Das Ministerialengeschlecht der Herren von Neidstein erscheint erstmals in der Stiftungsurkunde des Klosters Michelfeld von 1119 mit Rupertus de Stain und seinem Bruder Roho. Wie andere Ministerialen unseres Raumes waren sie vermutich „Doppelministeriale“ des Bischofs von Bamberg und deren Vögte, der Grafen von Sulzbach.

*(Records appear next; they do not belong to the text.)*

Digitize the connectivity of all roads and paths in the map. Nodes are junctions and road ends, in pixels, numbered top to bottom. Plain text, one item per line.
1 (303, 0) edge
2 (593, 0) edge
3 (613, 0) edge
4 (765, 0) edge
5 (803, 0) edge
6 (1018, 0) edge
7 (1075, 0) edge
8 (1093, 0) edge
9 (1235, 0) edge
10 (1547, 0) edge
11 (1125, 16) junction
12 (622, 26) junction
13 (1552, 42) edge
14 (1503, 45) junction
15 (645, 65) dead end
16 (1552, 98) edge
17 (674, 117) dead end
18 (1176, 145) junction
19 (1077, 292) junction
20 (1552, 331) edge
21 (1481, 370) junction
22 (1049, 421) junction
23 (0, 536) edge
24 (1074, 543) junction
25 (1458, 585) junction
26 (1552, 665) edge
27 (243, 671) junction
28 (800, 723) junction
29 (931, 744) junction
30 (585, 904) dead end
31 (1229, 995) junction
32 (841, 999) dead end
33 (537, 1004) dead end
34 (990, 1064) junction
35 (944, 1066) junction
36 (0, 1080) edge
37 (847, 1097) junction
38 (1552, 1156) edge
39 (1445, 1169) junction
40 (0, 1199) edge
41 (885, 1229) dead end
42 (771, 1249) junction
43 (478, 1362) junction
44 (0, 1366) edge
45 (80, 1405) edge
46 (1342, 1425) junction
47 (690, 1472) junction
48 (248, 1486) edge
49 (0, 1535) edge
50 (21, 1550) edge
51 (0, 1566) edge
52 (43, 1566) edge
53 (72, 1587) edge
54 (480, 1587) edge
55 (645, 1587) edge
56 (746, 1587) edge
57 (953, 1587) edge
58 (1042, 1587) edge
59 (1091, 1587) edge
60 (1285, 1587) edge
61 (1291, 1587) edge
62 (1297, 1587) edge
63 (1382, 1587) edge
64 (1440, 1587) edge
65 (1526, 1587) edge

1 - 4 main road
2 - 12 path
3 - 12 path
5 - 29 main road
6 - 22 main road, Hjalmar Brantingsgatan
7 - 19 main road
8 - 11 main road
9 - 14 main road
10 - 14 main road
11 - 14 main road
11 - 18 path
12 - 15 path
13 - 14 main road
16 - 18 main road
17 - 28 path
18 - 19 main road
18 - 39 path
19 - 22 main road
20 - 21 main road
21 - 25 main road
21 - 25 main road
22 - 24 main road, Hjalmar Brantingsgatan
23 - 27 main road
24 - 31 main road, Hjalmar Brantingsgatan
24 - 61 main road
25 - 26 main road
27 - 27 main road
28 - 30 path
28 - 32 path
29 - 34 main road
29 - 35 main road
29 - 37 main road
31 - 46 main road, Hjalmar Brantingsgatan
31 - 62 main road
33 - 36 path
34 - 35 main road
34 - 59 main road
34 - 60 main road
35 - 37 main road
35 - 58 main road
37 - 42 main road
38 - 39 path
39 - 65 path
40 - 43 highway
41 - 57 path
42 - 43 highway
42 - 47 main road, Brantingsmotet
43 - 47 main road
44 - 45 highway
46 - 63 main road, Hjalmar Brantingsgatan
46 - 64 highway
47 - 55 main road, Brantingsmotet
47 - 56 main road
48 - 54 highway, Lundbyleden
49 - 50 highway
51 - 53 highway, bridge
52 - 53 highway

Die genaue Herkunft des Geschlechts ist nicht genau nachweisbar, da sich im zwölften Jahrhundert viele Geschlechter „de Stain“ oder „de Lapide“ nannten. Im Verlauf des zwölften Jahrhunderts erscheinen mehrere Personen, die sich „von Stein“ nannten, deren Zuordnung zu den Herren von Neidstein jedoch alles andere als sicher gilt. Genannt seien hier der um 1150 erwähnte Heinricus de Stein, Ruperti frater, sowie der um 1217 genannte Rupertus de Lapide.

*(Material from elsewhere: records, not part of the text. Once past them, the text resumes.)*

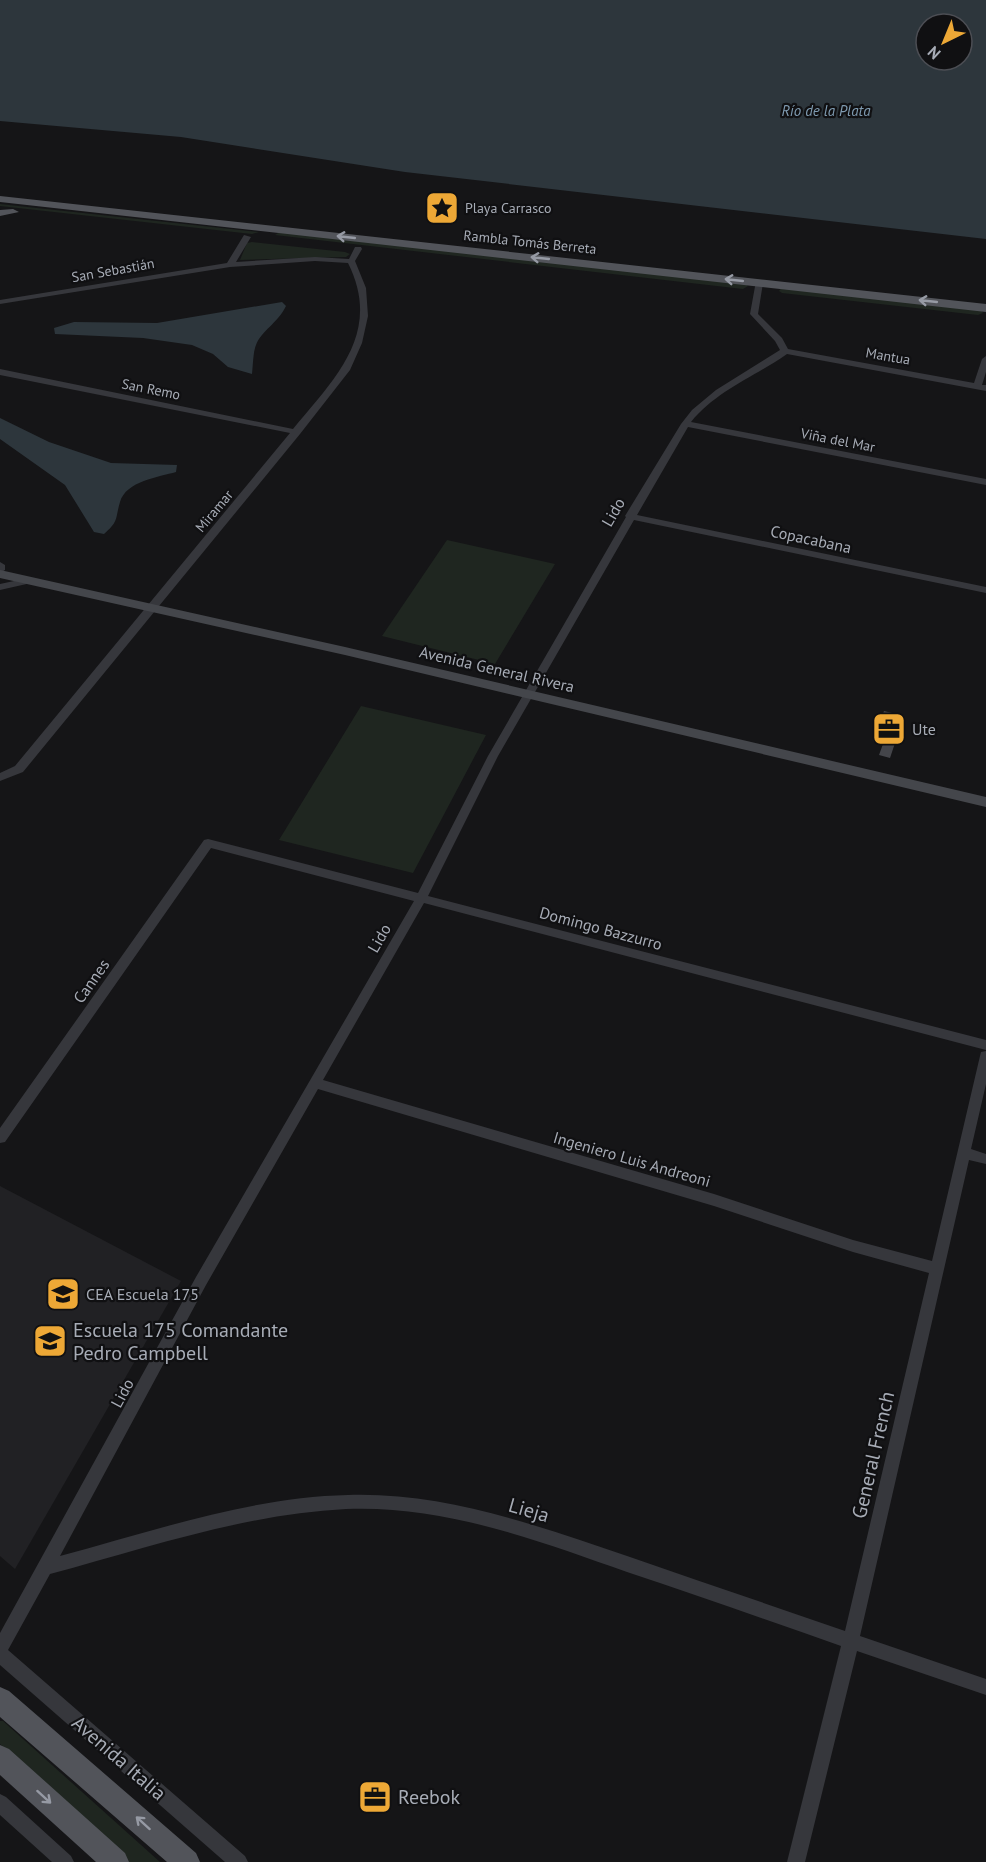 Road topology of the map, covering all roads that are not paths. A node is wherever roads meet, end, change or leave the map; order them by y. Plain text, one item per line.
1 (0, 201) edge
2 (4, 212) edge
3 (270, 228) junction
4 (247, 237) junction
5 (263, 239) junction
6 (358, 249) junction
7 (351, 261) junction
8 (230, 266) junction
9 (758, 288) junction
10 (0, 302) edge
11 (986, 308) edge
12 (986, 319) edge
13 (785, 351) junction
14 (986, 359) edge
15 (0, 372) edge
16 (982, 387) edge
17 (685, 424) junction
18 (297, 432) junction
19 (986, 482) edge
20 (630, 516) junction
21 (0, 565) edge
22 (0, 572) edge
23 (28, 581) junction
24 (0, 587) edge
25 (986, 590) edge
26 (150, 608) junction
27 (530, 695) junction
28 (0, 777) edge
29 (986, 802) edge
30 (208, 843) joint
31 (421, 898) junction
32 (986, 1046) edge
33 (986, 1056) edge
34 (316, 1083) junction
35 (0, 1138) edge
36 (964, 1153) junction
37 (986, 1159) edge
38 (938, 1269) junction
39 (46, 1567) junction
40 (851, 1640) junction
41 (0, 1649) edge
42 (0, 1654) edge
43 (986, 1687) edge
44 (0, 1700) edge
45 (0, 1758) edge
46 (0, 1803) edge
47 (65, 1862) edge
48 (116, 1862) edge
49 (187, 1862) edge
50 (238, 1862) edge
51 (796, 1862) edge

1 - 3 main road, Rambla Tomás Berreta
2 - 4 main road, Rambla Tomás Berreta
3 - 5 main road
9 -> 3 main road, Rambla Tomás Berreta
4 - 5 main road, Rambla Tomás Berreta
4 - 8 street
5 - 6 main road, Rambla Tomás Berreta
6 - 7 street
6 - 9 main road, Rambla Tomás Berreta
7 - 8 street, San Sebastián
7 - 18 street, Miramar
8 - 10 street, San Sebastián
11 -> 9 main road, Rambla Tomás Berreta
9 - 12 main road, Rambla Tomás Berreta
9 - 13 street
13 - 16 street, Mantua
13 - 17 street, Lido
14 - 16 street
15 - 18 street, San Remo
17 - 19 street, Viña del Mar
17 - 20 street, Lido
18 - 26 street, Miramar
20 - 25 street, Copacabana
20 - 27 street, Lido
21 - 22 street
22 - 23 main road, Avenida General Rivera
23 - 24 street
23 - 26 main road, Avenida General Rivera
26 - 27 main road, Avenida General Rivera
26 - 28 street, Miramar
27 - 29 main road, Avenida General Rivera
27 - 31 street, Lido
30 - 31 street, Domingo Bazzurro
30 - 35 street, Cannes
31 - 32 street, Domingo Bazzurro
31 - 34 street, Lido
33 - 36 street, General French
34 - 38 street, Ingeniero Luis Andreoni
34 - 39 street, Lido
36 - 37 street
36 - 38 street, General French
38 - 40 street, General French
39 - 40 street, Lieja
39 - 41 street, Lido
40 - 43 street, Lieja
40 - 51 street, General French
42 - 50 street, Avenida Italia
49 -> 44 main road, Avenida Italia
45 -> 48 main road
46 - 47 street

In einer Urkunde des Bischofs Eckbert von Bamberg vom 02. 03. 1237 erscheint mit Rupertus de Nietsteine der erst, der zweifellos der Familie von Neidstein zugeordnet werden kann. Verheiratet war er wohl mit einer Tochter Ramungs von Huttenhausen. Sein Bruder Konrad, der um 1221/1226 genannt ist, begründete die Seitenlinie des Geschlechts und errichtete in unmittelbarer Nähe zum Neidstein die Burg Rupprechtstein.

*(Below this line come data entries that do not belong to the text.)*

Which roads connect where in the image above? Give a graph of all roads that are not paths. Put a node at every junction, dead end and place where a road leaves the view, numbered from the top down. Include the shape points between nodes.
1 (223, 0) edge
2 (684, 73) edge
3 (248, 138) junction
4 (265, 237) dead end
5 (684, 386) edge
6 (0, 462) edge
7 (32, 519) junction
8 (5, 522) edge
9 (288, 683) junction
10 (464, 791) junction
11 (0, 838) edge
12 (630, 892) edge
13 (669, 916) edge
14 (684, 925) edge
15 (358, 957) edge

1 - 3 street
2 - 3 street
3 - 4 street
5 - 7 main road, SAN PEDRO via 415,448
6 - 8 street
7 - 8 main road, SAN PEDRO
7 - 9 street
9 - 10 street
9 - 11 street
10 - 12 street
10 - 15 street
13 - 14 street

Um 1249 wird sein Sohn Rupertus iunior de Nietstein genannt, als er auf das Gut Salha verzichtet. Neben ihm erscheinen noch Rupertus von Hertenstein, Konrad, Pfarrer von Eschenfelden und Heinrich von Hertenfels am 21. 02. 1268 als Söhne Ruperts I. Ihre namentlich nicht bekannte Schwester war mit Dietrich, Marschall von Kunstatt vermählt. Zusammen mit den Seitenlinien von Rupprechtstein, Hertenstein und Hertenfels bildete die Sippe der Neidsteiner so ein für die staufische Zeit typisches Burgensystem, mit dem wichtige Verkehrsverbindungen gesichert wurden.
1287 erscheint mit Heinrich von Neidstein der letzte männliche Vertreter dieses Geschlechts. Verheiratet war er mit Agnes, Marschallin von Lengenfeld. Seine Schwester Mechthild war Nonne im Kloster Engelthal. Als er starb ging sein Erbe an seine beiden Töchter Katherien und Mechthild, die mit Heinrich von Wiesenthau, bzw. Heinrich Schenk von Reicheneck vermählt waren. Die jüngste Tochter Sophie war ebenfalls Nonne in Engelthal.
Das Wappen der Neidsteiner zeigt einen Pfahl mit Widerhaken. Die Tingierung des Wappens ist uns im Gegensatz zum Wappen der Rupprechtsteiner leider nicht überliefert.